St. Gerald's Shanjero Secondary School is located in Kakamega County, Kenya. There are 377 students enrolled here, of which 196 are boys and 181 are girls. The school employs 17 teachers and nine support staff.

School days begin early at 6am as students start trickling through the front gate. They're expected to meet in their separate classrooms for the assignment of cleaning chores like sweeping, picking up litter, and cleaning latrines. An hour's lunch is sandwiched by morning and afternoon classes.


The school is connected to an unreliable water pipeline, for which they pay 10,000 shillings a month. As parents encounter hardships and can't pay their children's school fees, the school struggles to pay bills. Times can get so hard that the school can't pay the bill for piped water. But even when they do, it's not uncommon for the system to break down for days at a time.

When the inevitable breakdown or unpaid month occurs, students must walk four kilometers away to the nearest water source. What's worse, is this water source is totally open to contamination. After drinking water from this spring, students suffer from stomachaches, headaches, and diarrhea - often forcing them to miss school.


The school has six latrines for each gender, but they boys' latrines are almost full. These latrines, including the girls' are in a poor state. Plus, the water crisis at this school forces them to prioritize water use; drinking is always more important than cleaning, and those priorities are obvious when inspecting the sanitation conditions.

There is one hand-washing station. Principal Kizito Ingabi said, "The health situation in our school is not good, since in most cases we consume dirty and unsafe water from a running stream. The inadequate water has also lowered the standards of hygiene in our school."

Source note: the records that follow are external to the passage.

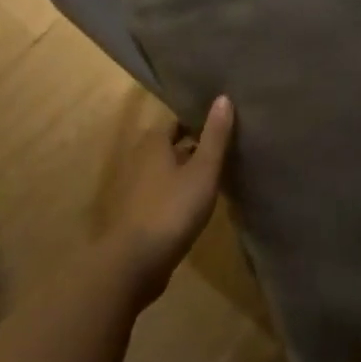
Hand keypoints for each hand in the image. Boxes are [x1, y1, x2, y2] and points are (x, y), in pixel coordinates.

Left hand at [107, 95, 233, 301]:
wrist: (134, 264)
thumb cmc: (172, 209)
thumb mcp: (203, 170)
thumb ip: (215, 136)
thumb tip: (223, 97)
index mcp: (153, 143)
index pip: (178, 121)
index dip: (200, 121)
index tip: (225, 123)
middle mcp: (139, 159)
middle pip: (172, 145)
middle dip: (196, 145)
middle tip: (226, 147)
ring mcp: (134, 188)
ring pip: (167, 170)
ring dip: (187, 170)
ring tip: (218, 173)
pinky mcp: (135, 213)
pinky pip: (162, 192)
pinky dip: (178, 191)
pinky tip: (198, 201)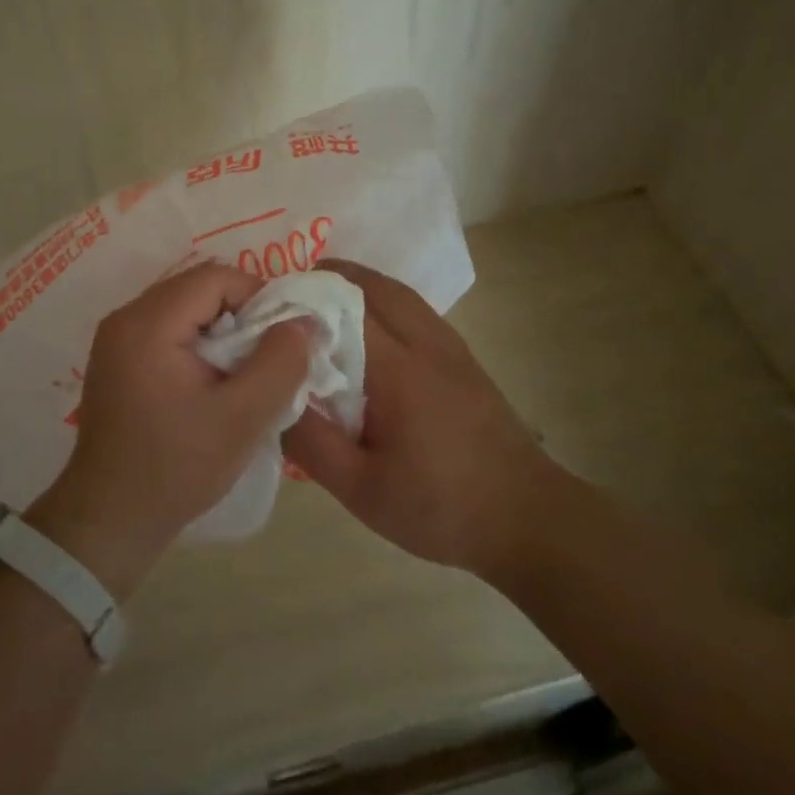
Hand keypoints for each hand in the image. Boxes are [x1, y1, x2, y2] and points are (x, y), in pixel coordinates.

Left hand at [28, 263, 308, 596]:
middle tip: (266, 357)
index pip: (215, 277)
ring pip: (184, 308)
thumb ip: (281, 363)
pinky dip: (198, 343)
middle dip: (241, 313)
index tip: (281, 339)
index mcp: (148, 322)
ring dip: (221, 330)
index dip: (258, 297)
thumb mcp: (243, 418)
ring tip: (242, 372)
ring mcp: (116, 338)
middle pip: (198, 288)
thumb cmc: (177, 468)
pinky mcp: (117, 359)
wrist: (109, 521)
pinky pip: (167, 329)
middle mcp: (125, 317)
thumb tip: (305, 321)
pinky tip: (211, 382)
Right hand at [282, 258, 554, 581]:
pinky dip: (385, 301)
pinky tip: (370, 330)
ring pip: (399, 293)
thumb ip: (312, 444)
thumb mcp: (362, 490)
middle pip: (374, 286)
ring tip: (324, 301)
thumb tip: (271, 397)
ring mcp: (450, 346)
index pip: (343, 310)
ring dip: (360, 285)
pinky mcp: (463, 357)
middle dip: (330, 278)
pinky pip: (416, 310)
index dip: (304, 300)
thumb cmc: (440, 506)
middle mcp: (425, 343)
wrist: (525, 516)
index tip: (268, 307)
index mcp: (397, 369)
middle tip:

Here's what we're going to do about it:


Training will be held for two days. The facilitator will use PHAST (participatory hygiene and sanitation transformation), ABCD (asset-based community development), CTC (child to child), lectures, group discussions, and handouts to teach health topics and ways to promote good practices within the school. The CTC method will prepare students to lead other students into healthy habits, as well as kickstart a CTC club for the school.

Hand-Washing Stations

The CTC club will oversee the new facilities, such as hand-washing stations, and make sure they are kept clean and in working condition. The two hand-washing stations will be delivered to the school, and the club will fill them with water on a daily basis and make sure there is always a cleaning agent such as soap or ash.

VIP Latrines

Two triple-door latrines will be constructed with local materials that the school will help gather. It will be up to the school to divide these six latrine doors between the students to make both boys and girls comfortable. And with a new source of water on school grounds, students and staff should have enough to keep these new latrines clean.

Rainwater Catchment Tank

A 50,000-liter rainwater catchment tank will help alleviate the water crisis at this school. The school will also help gather the needed materials such as sand, rocks, and water from the spring for mixing cement. Once finished, this tank can begin catching rainfall that will be used by the school’s students and staff.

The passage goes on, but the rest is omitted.